Прокурор тем временем продолжал читать со своего листа:

— Согласно законам штата Нью-Айленд[2], вы были осуждены за терроризм и приговорены к смертной казни на электрическом стуле. Казнь должна состояться сегодня, во вторник двадцать второго апреля две тысячи восьмого года, в десять часов утра по местному времени. Вы осведомлены об этом? — Прокурор умолк и пристально уставился на Абдулу. Тот молча то ли кивнул, то ли мигнул, и прокурор, сочтя это достаточным подтверждением, продолжил, уже не глядя в документ: — Так вот, казнь сегодня не состоится. Губернатор штата вас помиловал. Смертную казнь вам заменили на пожизненное заключение. — Пауза. Затем, снова глядя в бумагу: — Сегодня вас переведут в соответствующую тюрьму, где вы будете отбывать остающуюся часть заключения (иронию этой «остающейся части» никто, похоже не заметил). Конвой за вами уже прибыл. — И прокурор умолк, теперь уже окончательно.
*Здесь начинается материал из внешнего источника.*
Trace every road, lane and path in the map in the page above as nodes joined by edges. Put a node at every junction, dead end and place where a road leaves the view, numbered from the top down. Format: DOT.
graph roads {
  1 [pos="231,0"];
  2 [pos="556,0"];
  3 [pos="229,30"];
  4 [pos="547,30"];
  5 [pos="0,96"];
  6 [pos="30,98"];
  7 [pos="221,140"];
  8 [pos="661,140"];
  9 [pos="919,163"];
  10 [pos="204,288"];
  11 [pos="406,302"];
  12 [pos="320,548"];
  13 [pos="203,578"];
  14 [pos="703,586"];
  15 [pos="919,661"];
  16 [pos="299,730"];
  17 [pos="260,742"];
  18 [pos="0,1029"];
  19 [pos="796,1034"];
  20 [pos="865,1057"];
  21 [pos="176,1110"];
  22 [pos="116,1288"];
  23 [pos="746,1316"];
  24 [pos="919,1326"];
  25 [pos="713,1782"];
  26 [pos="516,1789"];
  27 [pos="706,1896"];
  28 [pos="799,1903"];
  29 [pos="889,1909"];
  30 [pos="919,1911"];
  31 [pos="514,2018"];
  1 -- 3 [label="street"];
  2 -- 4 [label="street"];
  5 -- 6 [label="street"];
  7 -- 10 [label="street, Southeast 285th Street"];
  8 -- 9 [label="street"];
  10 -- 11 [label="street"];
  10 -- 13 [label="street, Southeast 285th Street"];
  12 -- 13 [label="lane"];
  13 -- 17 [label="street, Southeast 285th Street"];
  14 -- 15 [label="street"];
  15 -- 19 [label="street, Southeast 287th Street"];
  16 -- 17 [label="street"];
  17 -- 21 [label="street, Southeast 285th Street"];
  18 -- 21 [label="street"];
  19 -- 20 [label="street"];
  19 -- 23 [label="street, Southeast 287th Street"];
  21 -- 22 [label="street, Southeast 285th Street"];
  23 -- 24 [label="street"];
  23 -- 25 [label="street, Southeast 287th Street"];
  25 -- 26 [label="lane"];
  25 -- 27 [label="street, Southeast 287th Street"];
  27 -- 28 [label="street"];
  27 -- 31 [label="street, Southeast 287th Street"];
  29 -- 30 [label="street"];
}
Неизвестно, какой он ждал реакции на свои слова от Абдулы, но не дождался никакой. Абдула ему просто не поверил и потому оставался стоять спокойно, ожидая продолжения. Ему ли не знать всех этих гяурских штучек? — От смертника никогда не известно, чего ждать: какой-нибудь замухрышка вдруг такую прыть покажет, полдюжины охранников по углам раскидает; в иных случаях, слышал Абдула, приходилось смертника из камеры буквально пожарными крюками выковыривать, — недаром накануне из камеры стол со стулом вынесли и за решетчатою дверью всю ночь, сменяясь, продежурили охранники. А вот у русских, говорят, и того проще: ничего смертнику заранее не сообщают, а неожиданно пристрелят прямо в камере, а тело потом те же бедолаги заключенные вынесут и кровь с мозгами со стенок смоют. Ковров там нет, беречь нечего… Ну, здесь, хвала Всевышнему, не Россия. Крюками выковыривать или прямо в камере стрелять не станут, а вот так, постараются сперва расслабить, успокоить, помилование смертнику пообещать… Он и пойдет покорно, как баран, «в соответствующую тюрьму» за «остающимся сроком»… Но Абдула не баран. Когда помилование, акт показывают.

вернуться

1

Описывая террориста-мусульманина, автор далек от мысли обличать или оправдывать ислам. Судить о том, насколько располагает или не располагает к терроризму исламское мировоззрение, не входит ни в намерения автора, ни в его компетенцию. В сегодняшнем мире террористы — это главным образом мусульмане, тридцать лет назад «главными» террористами на свете были католики-ирландцы, с ними небезуспешно соревновались цейлонские тамилы, взорвавшие Раджива Ганди, а еще прежде это были люди коммунистических убеждений («красные бригады»). Спектр достаточно широк; между тем, если я ничего не могу сказать о вере и убеждениях тамилов, то католичество и вообще христианство, исповедуя принцип «Возлюби ближнего твоего, как самого себя» (Лк 10:27) и призывая вслед за своим Основателем: «Любите врагов ваших» (Мф 5:44), — к терроризму определенно не склоняют. И даже коммунизм, учение по своей сути террористическое, приветствуя и применяя массовый террор где только может, террор индивидуальный одобряет, как ныне модно выражаться, «не однозначно»: Ленин отвергал его, считая малоэффективным, а следует заметить, что по коммунистической шкале с ее десятками миллионов жертв даже такие масштабные акты, как 11 сентября, проходят по разряду террора скорее точечного, индивидуального. При этом, однако, люди становятся коммунистами не обязательно из любви к террору, и в рамках любого мировоззрения или веры делаться либо не делаться террористом человек решает сам.

вернуться

2

Название условное (здесь и далее примечания автора).